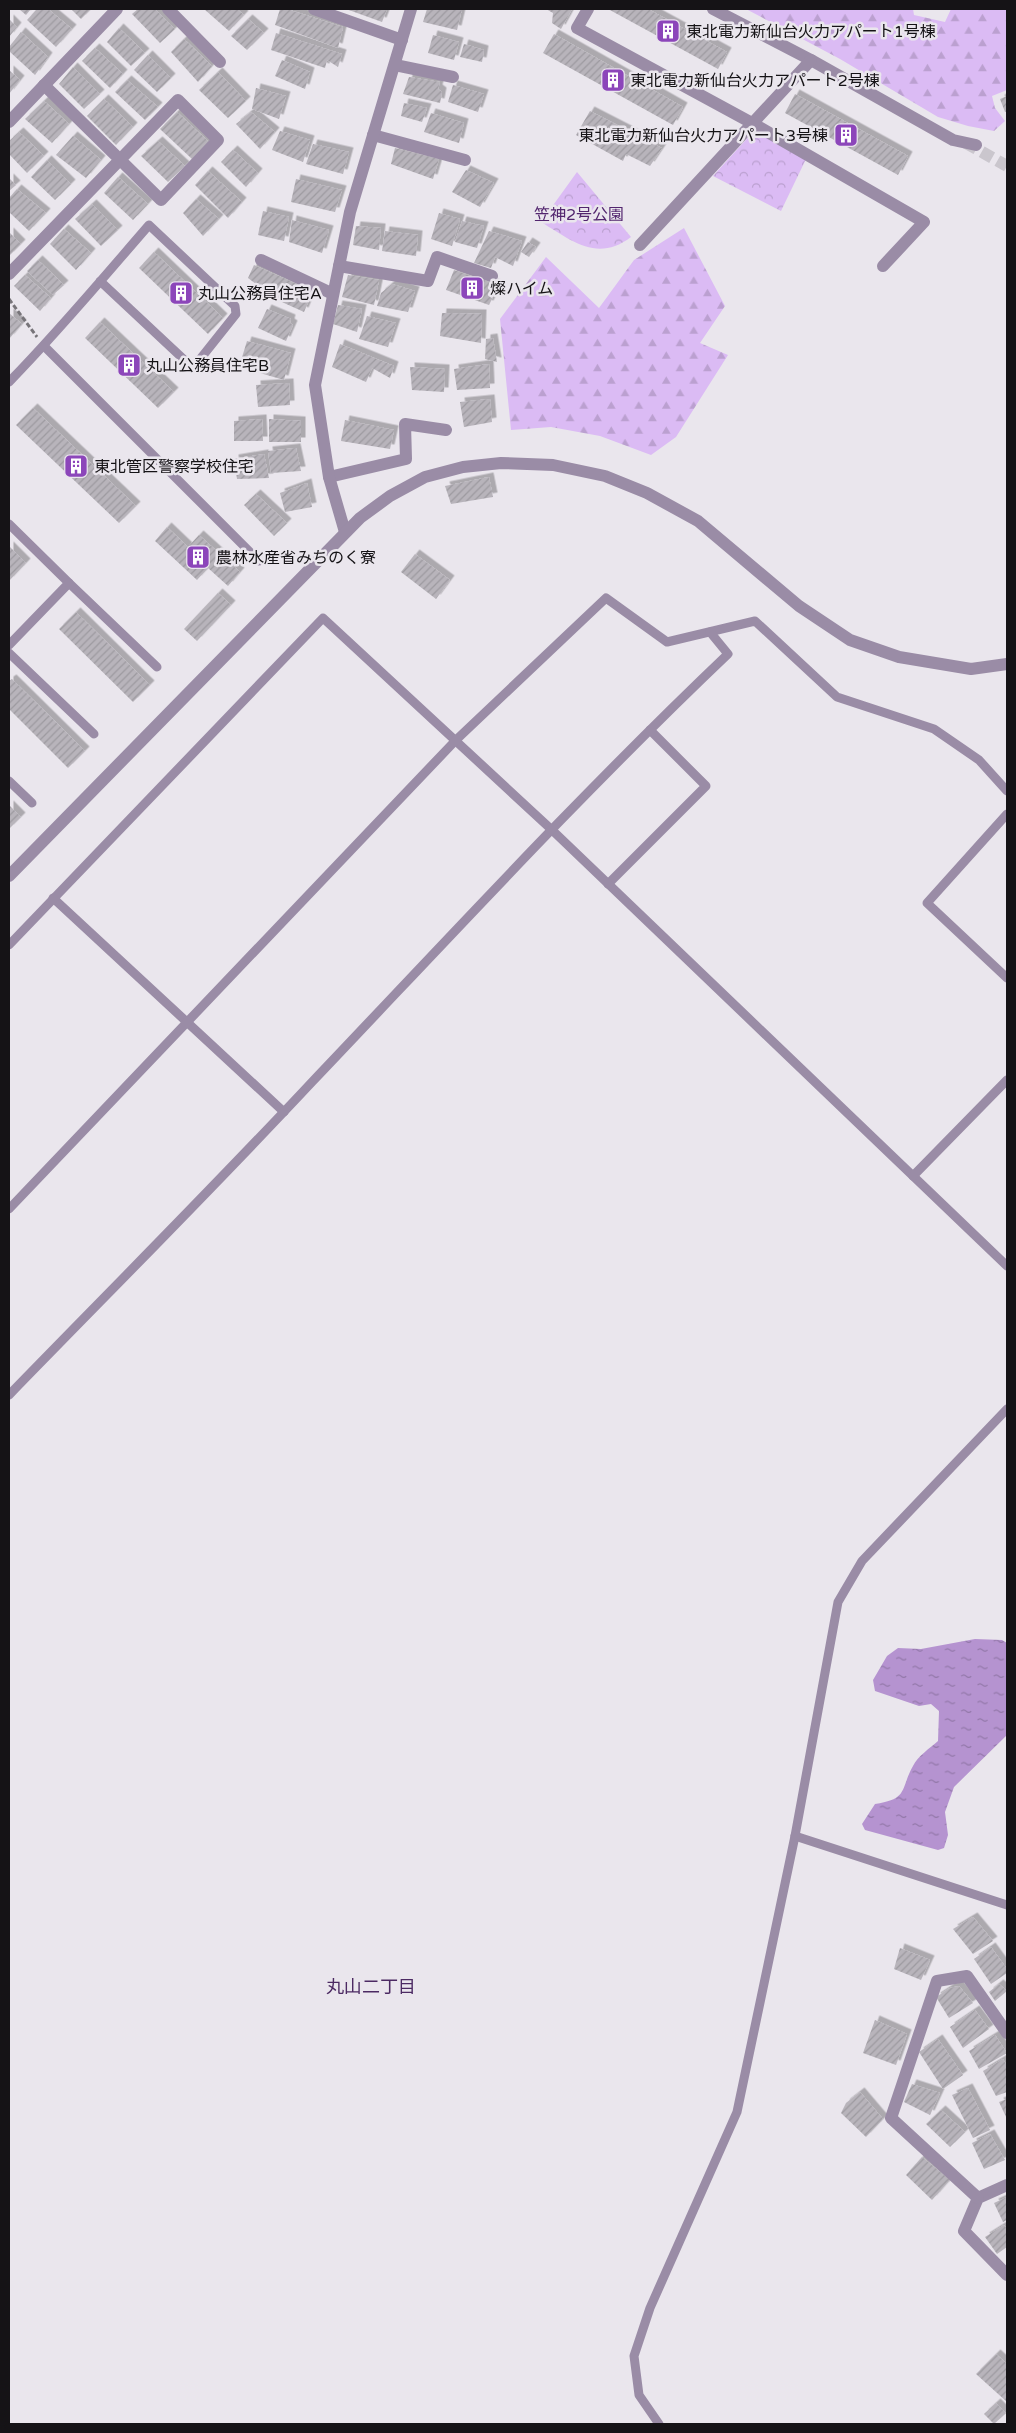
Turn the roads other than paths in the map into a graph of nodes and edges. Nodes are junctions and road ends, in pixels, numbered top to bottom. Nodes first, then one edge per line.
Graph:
1 (117, 9) edge
2 (168, 9) edge
3 (314, 9) edge
4 (411, 9) edge
5 (588, 9) edge
6 (713, 9) edge
7 (402, 40) junction
8 (811, 60) junction
9 (220, 62) dead end
10 (394, 65) junction
11 (453, 77) dead end
12 (44, 84) junction
13 (9, 122) edge
14 (752, 123) junction
15 (373, 135) junction
16 (976, 145) tunnel mouth
17 (120, 160) junction
18 (465, 160) dead end
19 (640, 245) dead end
20 (261, 260) dead end
21 (338, 266) junction
22 (883, 266) dead end
23 (9, 274) edge
24 (492, 276) dead end
25 (100, 281) junction
26 (333, 294) junction
27 (44, 346) junction
28 (9, 382) edge
29 (446, 430) dead end
30 (329, 477) junction
31 (9, 524) edge
32 (345, 532) junction
33 (259, 561) dead end
34 (69, 583) junction
35 (710, 632) junction
36 (9, 645) edge
37 (9, 653) edge
38 (1007, 664) edge
39 (157, 667) dead end
40 (650, 730) junction
41 (94, 734) dead end
42 (456, 740) junction
43 (9, 781) edge
44 (1007, 791) edge
45 (32, 803) dead end
46 (1007, 814) edge
47 (552, 830) junction
48 (9, 876) edge
49 (608, 884) junction
50 (53, 898) junction
51 (9, 945) edge
52 (1007, 978) edge
53 (188, 1022) junction
54 (1007, 1080) edge
55 (284, 1112) junction
56 (913, 1176) junction
57 (9, 1209) edge
58 (1007, 1266) edge
59 (9, 1395) edge
60 (1007, 1409) edge
61 (795, 1836) junction
62 (1007, 1905) edge
63 (1007, 2033) edge
64 (1007, 2185) edge
65 (978, 2198) junction
66 (1007, 2275) edge
67 (659, 2424) edge

1 - 12 street
2 - 9 street
3 - 7 street
4 - 7 street
5 - 14 street
6 - 8 street
7 - 10 street
8 - 14 street
8 - 16 street
10 - 11 street
10 - 15 street
12 - 13 street
12 - 17 street
14 - 19 street
14 - 22 street
15 - 18 street
15 - 21 street
17 - 17 street
17 - 23 street
20 - 26 street
21 - 24 street
21 - 26 street
25 - 25 lane
25 - 27 lane
26 - 30 street
27 - 28 lane
27 - 33 lane
29 - 30 street
30 - 32 street
31 - 34 lane
32 - 38 street
32 - 48 street
34 - 36 lane
34 - 39 lane
35 - 40 lane
35 - 42 lane
35 - 44 lane
37 - 41 lane
40 - 47 lane
40 - 49 lane
42 - 47 lane
42 - 50 lane
42 - 53 lane
43 - 45 lane
46 - 52 lane
47 - 49 lane
47 - 55 lane
49 - 56 lane
50 - 51 lane
50 - 53 lane
53 - 55 lane
53 - 57 lane
54 - 56 lane
55 - 59 lane
56 - 58 lane
60 - 61 lane
61 - 62 lane
61 - 67 lane
63 - 65 street
64 - 65 street
65 - 66 street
====
> **Your goal**
Reproduce the material exactly. Pictures stay out.

> **Response to this task**
Turn the roads other than paths in the map into a graph of nodes and edges. Nodes are junctions and road ends, in pixels, numbered top to bottom. Nodes first, then one edge per line.
Graph:
1 (117, 9) edge
2 (168, 9) edge
3 (314, 9) edge
4 (411, 9) edge
5 (588, 9) edge
6 (713, 9) edge
7 (402, 40) junction
8 (811, 60) junction
9 (220, 62) dead end
10 (394, 65) junction
11 (453, 77) dead end
12 (44, 84) junction
13 (9, 122) edge
14 (752, 123) junction
15 (373, 135) junction
16 (976, 145) tunnel mouth
17 (120, 160) junction
18 (465, 160) dead end
19 (640, 245) dead end
20 (261, 260) dead end
21 (338, 266) junction
22 (883, 266) dead end
23 (9, 274) edge
24 (492, 276) dead end
25 (100, 281) junction
26 (333, 294) junction
27 (44, 346) junction
28 (9, 382) edge
29 (446, 430) dead end
30 (329, 477) junction
31 (9, 524) edge
32 (345, 532) junction
33 (259, 561) dead end
34 (69, 583) junction
35 (710, 632) junction
36 (9, 645) edge
37 (9, 653) edge
38 (1007, 664) edge
39 (157, 667) dead end
40 (650, 730) junction
41 (94, 734) dead end
42 (456, 740) junction
43 (9, 781) edge
44 (1007, 791) edge
45 (32, 803) dead end
46 (1007, 814) edge
47 (552, 830) junction
48 (9, 876) edge
49 (608, 884) junction
50 (53, 898) junction
51 (9, 945) edge
52 (1007, 978) edge
53 (188, 1022) junction
54 (1007, 1080) edge
55 (284, 1112) junction
56 (913, 1176) junction
57 (9, 1209) edge
58 (1007, 1266) edge
59 (9, 1395) edge
60 (1007, 1409) edge
61 (795, 1836) junction
62 (1007, 1905) edge
63 (1007, 2033) edge
64 (1007, 2185) edge
65 (978, 2198) junction
66 (1007, 2275) edge
67 (659, 2424) edge

1 - 12 street
2 - 9 street
3 - 7 street
4 - 7 street
5 - 14 street
6 - 8 street
7 - 10 street
8 - 14 street
8 - 16 street
10 - 11 street
10 - 15 street
12 - 13 street
12 - 17 street
14 - 19 street
14 - 22 street
15 - 18 street
15 - 21 street
17 - 17 street
17 - 23 street
20 - 26 street
21 - 24 street
21 - 26 street
25 - 25 lane
25 - 27 lane
26 - 30 street
27 - 28 lane
27 - 33 lane
29 - 30 street
30 - 32 street
31 - 34 lane
32 - 38 street
32 - 48 street
34 - 36 lane
34 - 39 lane
35 - 40 lane
35 - 42 lane
35 - 44 lane
37 - 41 lane
40 - 47 lane
40 - 49 lane
42 - 47 lane
42 - 50 lane
42 - 53 lane
43 - 45 lane
46 - 52 lane
47 - 49 lane
47 - 55 lane
49 - 56 lane
50 - 51 lane
50 - 53 lane
53 - 55 lane
53 - 57 lane
54 - 56 lane
55 - 59 lane
56 - 58 lane
60 - 61 lane
61 - 62 lane
61 - 67 lane
63 - 65 street
64 - 65 street
65 - 66 street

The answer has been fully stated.